● **TASK OBJECTIVE**: An exact copy of the lines from the one containing "Build a routing" through the end of the material is all that is wanted; transcribe only those.

● **EXTRACTED DATA**:
:::

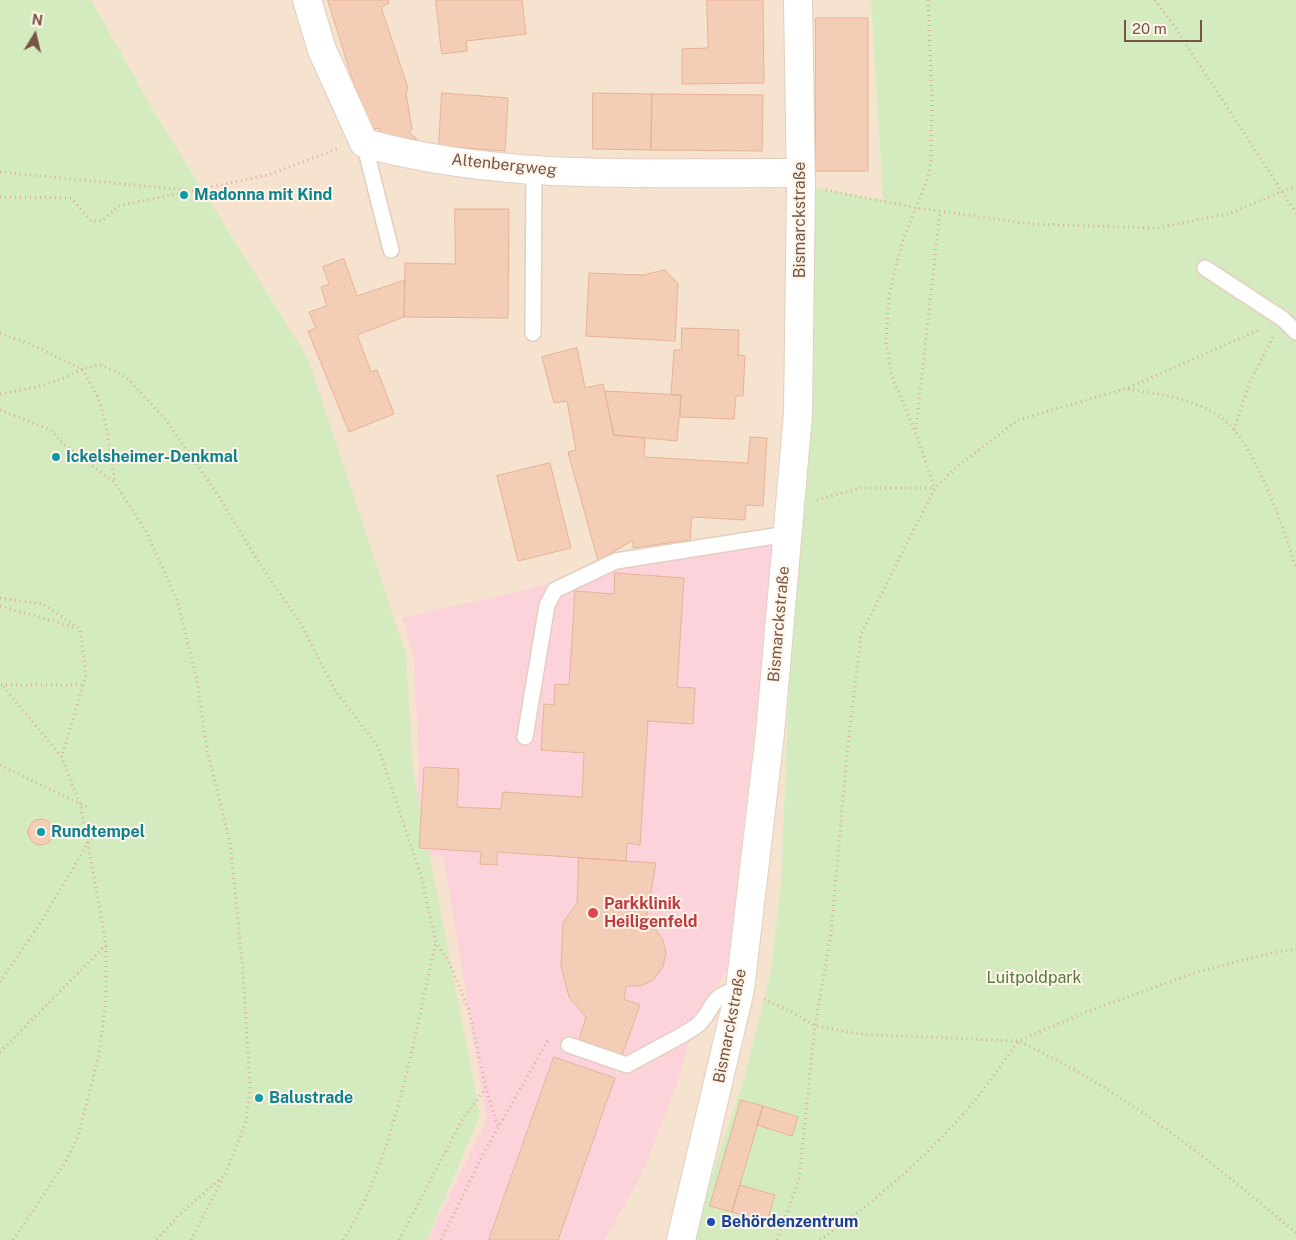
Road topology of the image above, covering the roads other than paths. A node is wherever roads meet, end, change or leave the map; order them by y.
1 (307, 0) edge
2 (798, 0) edge
3 (364, 143) junction
4 (534, 171) junction
5 (801, 179) junction
6 (391, 250) dead end
7 (1204, 268) dead end
8 (1296, 332) edge
9 (533, 333) dead end
10 (787, 534) junction
11 (525, 737) dead end
12 (740, 989) junction
13 (569, 1045) road end
14 (681, 1240) edge

1 - 3 street
2 - 5 street, Bismarckstraße
3 - 4 street, Altenbergweg
3 - 6 lane
4 - 5 street, Altenbergweg
4 - 9 lane
5 - 10 street, Bismarckstraße
7 - 8 lane
10 - 11 lane
10 - 12 street, Bismarckstraße
12 - 13 lane
12 - 14 street, Bismarckstraße

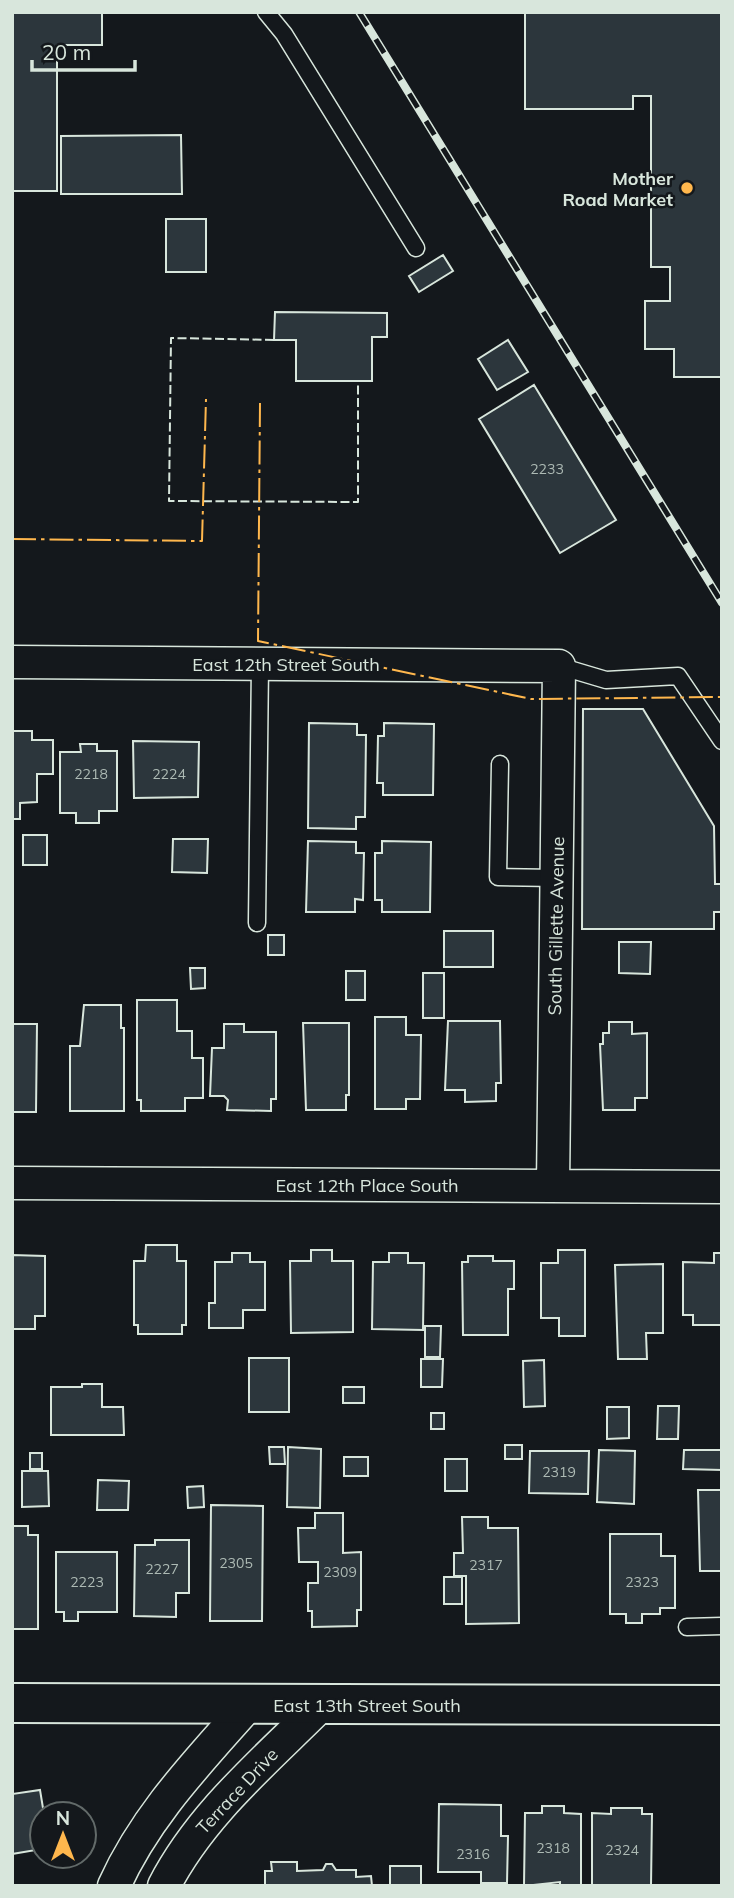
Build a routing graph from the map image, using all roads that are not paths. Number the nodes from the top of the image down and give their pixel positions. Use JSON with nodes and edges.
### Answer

:::

● **RESULT OF THIS EXERCISE**:
Build a routing graph from the map image, using all roads that are not paths. Number the nodes from the top of the image down and give their pixel positions. Use JSON with nodes and edges.
### Answer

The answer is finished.